Mulvaney – whose appointment runs to June 22 – expects consumer bureau director nominee by middle of next week

Look for the White House to unveil its nominee for a permanent director of the federal consumer financial protection agency by the middle of next week, the current acting director said Tuesday – although his tenure on the job may not be ending so soon.

Bureau of Consumer Financial Protection (BCFP, formerly known as the CFPB) Acting Director Mick Mulvaney told reporters that he expects President Donald Trump to make a nomination for a permanent director by this time next week. The president is facing a June 22 deadline for making the nomination, when Mulvaney’s appointment runs out.

Mulvaney was appointed by the president to his current role on Nov. 24 under the Federal Vacancies Reform Act of 1998 (FVRA). Under that statute, an acting officer appointed by the president under that provision serves “subject to the time limitations” spelled out in the law.
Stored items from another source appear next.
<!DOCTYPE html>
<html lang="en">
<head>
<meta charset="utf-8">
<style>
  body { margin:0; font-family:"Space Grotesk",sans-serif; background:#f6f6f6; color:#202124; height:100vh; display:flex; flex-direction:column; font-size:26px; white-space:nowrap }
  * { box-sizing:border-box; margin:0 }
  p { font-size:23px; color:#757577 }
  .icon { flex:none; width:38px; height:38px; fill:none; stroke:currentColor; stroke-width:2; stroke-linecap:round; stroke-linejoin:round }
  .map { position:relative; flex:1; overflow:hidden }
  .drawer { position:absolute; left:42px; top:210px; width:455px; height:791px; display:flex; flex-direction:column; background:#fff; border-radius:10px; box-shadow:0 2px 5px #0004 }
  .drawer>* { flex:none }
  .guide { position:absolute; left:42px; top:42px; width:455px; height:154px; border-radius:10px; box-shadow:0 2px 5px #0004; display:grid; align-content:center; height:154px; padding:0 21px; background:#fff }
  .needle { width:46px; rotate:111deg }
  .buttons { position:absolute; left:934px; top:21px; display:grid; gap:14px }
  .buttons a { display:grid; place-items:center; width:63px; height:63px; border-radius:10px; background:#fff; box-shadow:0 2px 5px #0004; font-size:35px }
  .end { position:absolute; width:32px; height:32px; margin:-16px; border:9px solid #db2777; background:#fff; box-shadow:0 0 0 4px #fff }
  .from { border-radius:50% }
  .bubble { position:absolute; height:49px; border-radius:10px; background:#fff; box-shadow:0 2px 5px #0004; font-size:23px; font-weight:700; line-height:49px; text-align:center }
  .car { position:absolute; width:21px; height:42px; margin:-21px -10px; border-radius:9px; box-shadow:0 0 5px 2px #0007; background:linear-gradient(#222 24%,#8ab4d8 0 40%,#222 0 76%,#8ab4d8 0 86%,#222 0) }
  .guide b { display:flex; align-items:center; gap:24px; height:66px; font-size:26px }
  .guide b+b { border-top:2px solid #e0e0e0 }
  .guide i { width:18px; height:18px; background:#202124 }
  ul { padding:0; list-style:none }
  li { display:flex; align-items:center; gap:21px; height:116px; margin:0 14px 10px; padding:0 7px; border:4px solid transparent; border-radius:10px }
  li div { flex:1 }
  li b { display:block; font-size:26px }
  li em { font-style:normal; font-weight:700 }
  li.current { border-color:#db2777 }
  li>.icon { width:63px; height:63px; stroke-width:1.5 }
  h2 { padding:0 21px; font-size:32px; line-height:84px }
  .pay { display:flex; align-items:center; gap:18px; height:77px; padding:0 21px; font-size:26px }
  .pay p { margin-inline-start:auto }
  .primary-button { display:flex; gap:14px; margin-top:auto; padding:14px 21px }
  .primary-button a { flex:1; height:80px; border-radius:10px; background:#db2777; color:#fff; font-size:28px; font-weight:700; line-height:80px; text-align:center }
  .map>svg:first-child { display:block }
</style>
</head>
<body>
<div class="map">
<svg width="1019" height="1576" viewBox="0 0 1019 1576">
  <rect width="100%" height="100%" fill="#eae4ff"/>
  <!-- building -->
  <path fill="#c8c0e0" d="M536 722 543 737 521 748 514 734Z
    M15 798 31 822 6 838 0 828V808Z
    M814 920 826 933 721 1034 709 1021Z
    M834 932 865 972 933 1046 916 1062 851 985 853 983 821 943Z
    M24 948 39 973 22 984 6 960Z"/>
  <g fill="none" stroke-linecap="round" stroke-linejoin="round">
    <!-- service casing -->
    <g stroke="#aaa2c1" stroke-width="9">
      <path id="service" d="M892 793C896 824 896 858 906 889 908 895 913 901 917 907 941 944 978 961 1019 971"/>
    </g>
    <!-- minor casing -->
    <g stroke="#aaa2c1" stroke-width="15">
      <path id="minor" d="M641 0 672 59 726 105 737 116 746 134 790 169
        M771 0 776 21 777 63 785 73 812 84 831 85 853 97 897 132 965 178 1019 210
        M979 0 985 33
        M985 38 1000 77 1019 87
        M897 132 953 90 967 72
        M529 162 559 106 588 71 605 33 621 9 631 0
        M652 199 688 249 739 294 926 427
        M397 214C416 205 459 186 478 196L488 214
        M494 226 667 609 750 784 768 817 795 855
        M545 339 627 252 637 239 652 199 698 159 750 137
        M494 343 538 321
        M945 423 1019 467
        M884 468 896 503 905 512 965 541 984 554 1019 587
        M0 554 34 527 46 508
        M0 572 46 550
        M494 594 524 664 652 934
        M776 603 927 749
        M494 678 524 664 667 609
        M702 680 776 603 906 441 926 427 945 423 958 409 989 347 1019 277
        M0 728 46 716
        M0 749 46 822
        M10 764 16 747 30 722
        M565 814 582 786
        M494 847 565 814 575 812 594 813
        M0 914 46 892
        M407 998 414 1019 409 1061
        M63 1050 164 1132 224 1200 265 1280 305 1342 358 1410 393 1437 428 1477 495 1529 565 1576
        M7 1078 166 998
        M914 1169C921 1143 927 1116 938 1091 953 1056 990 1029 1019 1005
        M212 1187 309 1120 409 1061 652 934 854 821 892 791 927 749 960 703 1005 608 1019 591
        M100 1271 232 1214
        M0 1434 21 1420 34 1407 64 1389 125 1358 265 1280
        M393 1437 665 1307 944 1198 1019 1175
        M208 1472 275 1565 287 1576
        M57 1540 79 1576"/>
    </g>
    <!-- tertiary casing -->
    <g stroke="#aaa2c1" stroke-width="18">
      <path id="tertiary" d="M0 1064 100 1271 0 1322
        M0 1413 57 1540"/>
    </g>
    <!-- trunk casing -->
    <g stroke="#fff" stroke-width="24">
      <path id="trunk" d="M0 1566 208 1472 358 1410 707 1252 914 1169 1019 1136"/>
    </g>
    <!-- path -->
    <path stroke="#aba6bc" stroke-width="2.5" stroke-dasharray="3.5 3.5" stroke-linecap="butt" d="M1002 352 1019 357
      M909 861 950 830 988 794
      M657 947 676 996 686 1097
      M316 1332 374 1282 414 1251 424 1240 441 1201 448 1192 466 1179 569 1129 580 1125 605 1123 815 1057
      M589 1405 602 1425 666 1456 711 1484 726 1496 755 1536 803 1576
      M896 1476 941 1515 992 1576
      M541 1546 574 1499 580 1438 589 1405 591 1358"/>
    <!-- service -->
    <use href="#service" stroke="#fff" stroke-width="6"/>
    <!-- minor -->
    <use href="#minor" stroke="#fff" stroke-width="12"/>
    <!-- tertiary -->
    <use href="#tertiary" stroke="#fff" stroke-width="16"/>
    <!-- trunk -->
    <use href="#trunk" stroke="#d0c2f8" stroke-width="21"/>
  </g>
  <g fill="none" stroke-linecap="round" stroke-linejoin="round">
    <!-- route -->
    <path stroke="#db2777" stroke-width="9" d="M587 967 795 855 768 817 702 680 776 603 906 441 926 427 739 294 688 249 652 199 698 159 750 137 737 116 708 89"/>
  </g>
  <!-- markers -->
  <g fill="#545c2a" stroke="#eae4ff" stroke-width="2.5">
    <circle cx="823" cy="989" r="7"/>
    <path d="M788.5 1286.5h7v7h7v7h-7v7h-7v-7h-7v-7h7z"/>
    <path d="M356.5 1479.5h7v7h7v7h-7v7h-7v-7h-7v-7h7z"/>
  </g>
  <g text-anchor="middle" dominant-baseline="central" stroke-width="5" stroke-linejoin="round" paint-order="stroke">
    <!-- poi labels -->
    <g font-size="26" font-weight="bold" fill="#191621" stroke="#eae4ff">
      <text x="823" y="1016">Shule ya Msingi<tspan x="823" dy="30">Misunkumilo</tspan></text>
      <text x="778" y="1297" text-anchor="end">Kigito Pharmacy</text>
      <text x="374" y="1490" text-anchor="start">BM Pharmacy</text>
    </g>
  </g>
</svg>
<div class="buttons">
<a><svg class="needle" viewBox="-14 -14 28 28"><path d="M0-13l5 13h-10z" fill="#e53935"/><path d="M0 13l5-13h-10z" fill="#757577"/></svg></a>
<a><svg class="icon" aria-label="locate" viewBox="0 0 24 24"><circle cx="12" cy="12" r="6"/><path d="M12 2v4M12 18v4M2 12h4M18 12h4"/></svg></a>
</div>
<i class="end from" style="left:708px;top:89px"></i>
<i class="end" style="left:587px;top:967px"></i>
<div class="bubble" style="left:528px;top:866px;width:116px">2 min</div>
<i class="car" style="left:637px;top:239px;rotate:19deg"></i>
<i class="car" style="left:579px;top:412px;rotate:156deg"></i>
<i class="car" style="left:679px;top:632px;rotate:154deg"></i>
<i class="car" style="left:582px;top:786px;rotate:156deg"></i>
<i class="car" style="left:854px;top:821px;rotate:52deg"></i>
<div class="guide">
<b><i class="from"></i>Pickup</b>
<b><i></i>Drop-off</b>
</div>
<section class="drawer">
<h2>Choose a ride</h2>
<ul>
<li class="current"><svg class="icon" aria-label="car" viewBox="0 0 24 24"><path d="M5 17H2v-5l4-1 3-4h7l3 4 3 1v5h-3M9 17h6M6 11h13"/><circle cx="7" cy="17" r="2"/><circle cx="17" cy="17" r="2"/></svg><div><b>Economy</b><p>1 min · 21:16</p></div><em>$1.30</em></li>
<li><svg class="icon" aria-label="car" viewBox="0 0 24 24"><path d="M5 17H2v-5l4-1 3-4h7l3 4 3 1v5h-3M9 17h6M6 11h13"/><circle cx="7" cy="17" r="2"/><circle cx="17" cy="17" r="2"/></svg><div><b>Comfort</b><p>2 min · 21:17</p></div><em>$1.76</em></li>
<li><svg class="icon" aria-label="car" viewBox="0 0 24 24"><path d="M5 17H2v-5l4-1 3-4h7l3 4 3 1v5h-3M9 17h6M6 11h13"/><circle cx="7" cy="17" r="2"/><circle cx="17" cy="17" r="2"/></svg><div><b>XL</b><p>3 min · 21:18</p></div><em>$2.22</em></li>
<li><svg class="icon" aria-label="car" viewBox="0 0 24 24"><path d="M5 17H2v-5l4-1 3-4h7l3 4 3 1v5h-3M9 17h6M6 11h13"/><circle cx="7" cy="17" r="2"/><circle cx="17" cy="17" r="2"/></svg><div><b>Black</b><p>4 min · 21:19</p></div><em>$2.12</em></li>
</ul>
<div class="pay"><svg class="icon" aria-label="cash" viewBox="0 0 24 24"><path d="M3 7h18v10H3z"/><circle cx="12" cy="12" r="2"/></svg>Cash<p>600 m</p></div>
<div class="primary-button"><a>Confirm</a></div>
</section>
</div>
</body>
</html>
Those include that an appointee may serve “for no longer than 210 days beginning on the date the vacancy occurs.” The 210-day period ends next Friday.
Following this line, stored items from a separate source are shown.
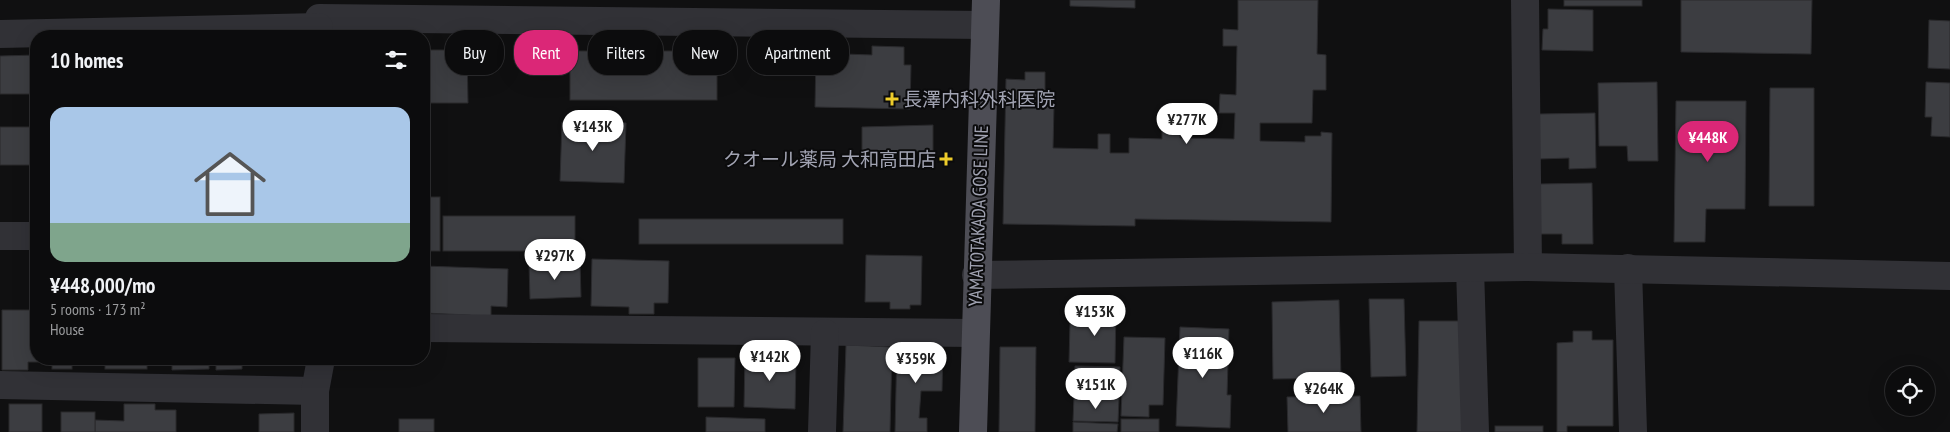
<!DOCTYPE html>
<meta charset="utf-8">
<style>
body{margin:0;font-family:"PT Sans Narrow","Noto Sans JP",sans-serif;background:#1a1a1b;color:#f1f3f6;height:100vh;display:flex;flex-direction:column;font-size:19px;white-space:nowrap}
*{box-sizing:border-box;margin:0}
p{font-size:16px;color:#9a9b9d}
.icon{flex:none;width:28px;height:28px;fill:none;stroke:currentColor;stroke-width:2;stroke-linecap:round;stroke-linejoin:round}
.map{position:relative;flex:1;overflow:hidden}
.side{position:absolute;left:30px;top:30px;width:400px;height:335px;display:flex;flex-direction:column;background:#0c0c0d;border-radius:20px;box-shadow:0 5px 20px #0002,0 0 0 1px #2c2c2e}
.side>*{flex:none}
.banner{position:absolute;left:445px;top:30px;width:475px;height:45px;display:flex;gap:10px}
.tools{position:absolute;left:1885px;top:366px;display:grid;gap:10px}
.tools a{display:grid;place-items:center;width:50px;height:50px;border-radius:50%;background:#0c0c0d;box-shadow:0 5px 20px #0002,0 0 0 1px #2c2c2e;font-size:25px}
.price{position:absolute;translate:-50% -42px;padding:0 11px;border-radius:18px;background:#fff;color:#222;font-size:16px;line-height:32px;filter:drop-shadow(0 1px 2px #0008)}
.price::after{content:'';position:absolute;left:50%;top:30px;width:15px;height:11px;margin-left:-8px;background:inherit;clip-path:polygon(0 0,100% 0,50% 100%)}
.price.active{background:#db2777;color:#fff}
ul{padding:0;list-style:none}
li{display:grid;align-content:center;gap:10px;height:265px;padding:0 20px}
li+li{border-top:1px solid #2c2c2e}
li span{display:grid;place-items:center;height:155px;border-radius:15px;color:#555}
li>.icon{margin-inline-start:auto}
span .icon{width:90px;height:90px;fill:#fffc;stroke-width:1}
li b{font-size:21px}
h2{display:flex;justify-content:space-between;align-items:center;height:60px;padding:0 20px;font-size:21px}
.tag{padding:0 18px;border-radius:20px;background:#0c0c0d;box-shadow:0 5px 20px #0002,0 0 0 1px #2c2c2e;font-size:18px;line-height:45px}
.tag.active{background:#db2777;color:#fff}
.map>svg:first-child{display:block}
</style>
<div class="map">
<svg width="1950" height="432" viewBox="0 0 1950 432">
<rect width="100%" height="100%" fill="#101011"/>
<g fill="#3c3d41" stroke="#2a2a2d">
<path d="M 1070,0 L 1135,0 L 1135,8 L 1070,6 Z"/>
<path d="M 1238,0 L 1318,0 L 1317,54 L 1326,55 L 1326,90 L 1313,90 L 1312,123 L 1260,123 L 1260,141 L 1305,142 L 1305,136 L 1321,136 L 1321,132 L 1332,133 L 1331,222 L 1135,219 L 1135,226 L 1003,224 L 1006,79 L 1025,80 L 1025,72 L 1045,72 L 1045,105 L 1054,105 L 1053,148 L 1098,149 L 1098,134 L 1110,134 L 1110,153 L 1129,153 L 1129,138 L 1162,139 L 1162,120 L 1180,120 L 1180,138 L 1234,139 L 1235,113 L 1219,113 L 1220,94 L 1236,95 L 1237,46 L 1223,46 L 1223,29 L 1238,30 Z"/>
<rect x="1564" y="0" width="78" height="6"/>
<path d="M 1681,0 L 1812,0 L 1811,54 L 1681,52 Z"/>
<path d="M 1548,9 L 1593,10 L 1593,51 L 1542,50 L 1543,29 L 1548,29 Z"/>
<path d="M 1929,20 L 1950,21 L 1950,69 L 1928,68 Z"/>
<path d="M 872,46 L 904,47 L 904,65 L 911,65 L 910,109 L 815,107 L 816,53 L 872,55 Z"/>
<path d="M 424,50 L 467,50 L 468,103 L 424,103 Z"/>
<rect x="570" y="51" width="147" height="49"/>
<path d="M 36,55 L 36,94 L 0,94 L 0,56 Z"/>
<path d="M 1657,82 L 1658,161 L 1628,161 L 1627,146 L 1599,146 L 1598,83 Z"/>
<path d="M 1926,82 L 1950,83 L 1950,137 L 1931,136 L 1932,117 L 1925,117 Z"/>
<path d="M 1770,88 L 1814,88 L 1814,206 L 1769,206 Z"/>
<path d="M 1676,101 L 1746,101 L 1745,209 L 1706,209 L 1705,242 L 1674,242 Z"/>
<path d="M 1595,113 L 1596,168 L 1569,169 L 1569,158 L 1539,159 L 1539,114 Z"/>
<path d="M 562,122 L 626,123 L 624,183 L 560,181 Z"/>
<path d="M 933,125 L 933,151 L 862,153 L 862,127 Z"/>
<rect x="0" y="127" width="36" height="38"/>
<path d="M 1592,183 L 1593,244 L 1562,244 L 1562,234 L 1540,234 L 1540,184 Z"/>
<rect x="424" y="197" width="16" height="54"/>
<rect x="443" y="216" width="132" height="35"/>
<rect x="639" y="219" width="204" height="25"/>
<path d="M 866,255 L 922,256 L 921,305 L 910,305 L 910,309 L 890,309 L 890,302 L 865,302 Z"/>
<path d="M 592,259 L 669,261 L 668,303 L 654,303 L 654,314 L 629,314 L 629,307 L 591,306 Z"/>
<path d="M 580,263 L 581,297 L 530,299 L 529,264 Z"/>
<path d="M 424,266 L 508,269 L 507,307 L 491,306 L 491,319 L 469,315 L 424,313 Z"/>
<path d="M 1369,299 L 1404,299 L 1406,376 L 1371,377 Z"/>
<path d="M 1339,300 L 1341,378 L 1273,379 L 1272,302 Z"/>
<path d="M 1093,304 L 1116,305 L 1115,363 L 1069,362 L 1070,323 L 1093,323 Z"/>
<path d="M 2,310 L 36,310 L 36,359 L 44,359 L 44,362 L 28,362 L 28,370 L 2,370 Z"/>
<path d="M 1419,321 L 1464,321 L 1462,432 L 1417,432 Z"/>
<path d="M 1180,327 L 1229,329 L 1227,395 L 1231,395 L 1230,428 L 1176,426 Z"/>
<path d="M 1573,331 L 1592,331 L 1592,340 L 1613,340 L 1613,426 L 1567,426 L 1567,432 L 1557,432 L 1557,343 L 1573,342 Z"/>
<path d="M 1124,337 L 1165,338 L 1163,405 L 1149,405 L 1149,417 L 1121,416 Z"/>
<path d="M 846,345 L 892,347 L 890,432 L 843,432 Z"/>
<path d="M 897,345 L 943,347 L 942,391 L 921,391 L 919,418 L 927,418 L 927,432 L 895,432 Z"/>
<path d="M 1000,347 L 1036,347 L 1035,432 L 999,432 Z"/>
<path d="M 745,355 L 796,357 L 795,409 L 744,407 Z"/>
<path d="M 698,358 L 735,358 L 734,407 L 698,407 Z"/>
<rect x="52" y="359" width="20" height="10"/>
<rect x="105" y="359" width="42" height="10"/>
<path d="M 172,359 L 209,359 L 209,369 L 172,370 Z"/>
<path d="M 216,359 L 288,359 L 288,361 L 242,362 L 242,369 L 216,370 Z"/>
<path d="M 1075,366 L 1120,367 L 1119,395 L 1074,393 Z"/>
<path d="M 1360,396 L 1361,432 L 1288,432 L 1287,397 Z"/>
<path d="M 1074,397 L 1119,398 L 1118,422 L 1073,421 Z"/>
<rect x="9" y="404" width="33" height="28"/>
<path d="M 124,404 L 155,404 L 155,410 L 176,410 L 176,432 L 95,432 L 95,420 L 124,421 Z"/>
<rect x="61" y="412" width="34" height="20"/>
<path d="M 294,413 L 294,432 L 259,432 L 259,414 Z"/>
<path d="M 706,417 L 765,419 L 765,432 L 706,432 Z"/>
<rect x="399" y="419" width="35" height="13"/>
<rect x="1121" y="419" width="38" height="13"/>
<path d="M 1073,422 L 1118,424 L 1117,432 L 1073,432 Z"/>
<rect x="1495" y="426" width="48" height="6"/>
</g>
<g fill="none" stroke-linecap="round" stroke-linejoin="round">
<g stroke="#313136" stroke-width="28">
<path d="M 1525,0 L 1528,267"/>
<path d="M 319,18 L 984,25"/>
<path d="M 0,34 L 319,27"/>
<path d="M 0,236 L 36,236"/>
<path d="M 1470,268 L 1475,432"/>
<path d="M 1628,268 L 1633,432"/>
<path d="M 976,275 L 1528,267 L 1950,276"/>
<path d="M 424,328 L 975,333"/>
<path d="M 0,385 L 315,391"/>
<path d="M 315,432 L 315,391 L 321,359"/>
<path d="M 822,432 L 825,333"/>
</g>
<path stroke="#4d4d55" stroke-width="28" d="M 973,432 L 986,0"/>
</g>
<g fill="#edcc2b" stroke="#0b0b0c" stroke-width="2">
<path d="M889.5 91.5h5v5h5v5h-5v5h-5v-5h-5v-5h5z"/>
<path d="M943.5 151.5h5v5h5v5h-5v5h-5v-5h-5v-5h5z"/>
</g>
<g text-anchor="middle" stroke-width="4" stroke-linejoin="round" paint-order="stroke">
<g font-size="19" fill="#a1a3b2" stroke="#0b0b0c" text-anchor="start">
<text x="903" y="106">長澤内科外科医院</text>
<text x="936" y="166" text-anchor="end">クオール薬局 大和高田店</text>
</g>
<g font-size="19" fill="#a1a3b2" stroke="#0b0b0c">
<text transform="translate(978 216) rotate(-88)" y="7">YAMATOTAKADA GOSE LINE</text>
</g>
</g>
</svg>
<div class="tools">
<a><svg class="icon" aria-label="locate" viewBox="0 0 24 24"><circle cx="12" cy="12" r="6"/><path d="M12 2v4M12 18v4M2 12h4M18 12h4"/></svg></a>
</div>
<b class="price" style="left:1187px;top:145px">¥277K</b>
<b class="price" style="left:593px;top:152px">¥143K</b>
<b class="price active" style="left:1708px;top:163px">¥448K</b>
<b class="price" style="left:555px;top:281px">¥297K</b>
<b class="price" style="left:1095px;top:337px">¥153K</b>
<b class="price" style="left:1203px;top:379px">¥116K</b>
<b class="price" style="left:770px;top:382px">¥142K</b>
<b class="price" style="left:916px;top:384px">¥359K</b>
<b class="price" style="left:1096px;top:410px">¥151K</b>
<b class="price" style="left:1324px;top:414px">¥264K</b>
<div class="banner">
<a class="tag">Buy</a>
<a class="tag active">Rent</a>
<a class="tag">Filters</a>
<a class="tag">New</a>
<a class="tag">Apartment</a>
</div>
<section class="side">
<h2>10 homes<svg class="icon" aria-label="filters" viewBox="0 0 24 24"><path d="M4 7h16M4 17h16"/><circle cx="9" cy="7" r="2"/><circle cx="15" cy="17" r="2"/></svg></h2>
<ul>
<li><span style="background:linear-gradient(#a9c7e8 75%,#7fa58c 0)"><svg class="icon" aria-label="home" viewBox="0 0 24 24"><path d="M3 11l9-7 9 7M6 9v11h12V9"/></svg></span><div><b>¥448,000/mo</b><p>5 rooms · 173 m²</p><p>House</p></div></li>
</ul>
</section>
</div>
However, if the president nominates a permanent director for the agency, the law states that the appointee may serve “from the date of such nomination for the period that the nomination is pending in the Senate.”

In other words, if the president nominates someone by the middle of next week, Mulvaney may continue serving in his current role as long as the nomination is pending.

Additionally, the statute outlines that if the president’s first nomination is rejected, withdrawn, or returned by the Senate, the acting officer can continue to serve for no more than 210 days after the date of the rejection, withdrawal or return.

As for a nominee to the position: current NCUA Board Chairman J. Mark McWatters has been rumored as a candidate since at least the start of the year. Another candidate to emerge: outgoing Rep. Darrell Issa (R-Calif.), who is not running for reelection. The White House has not made its plans known so far.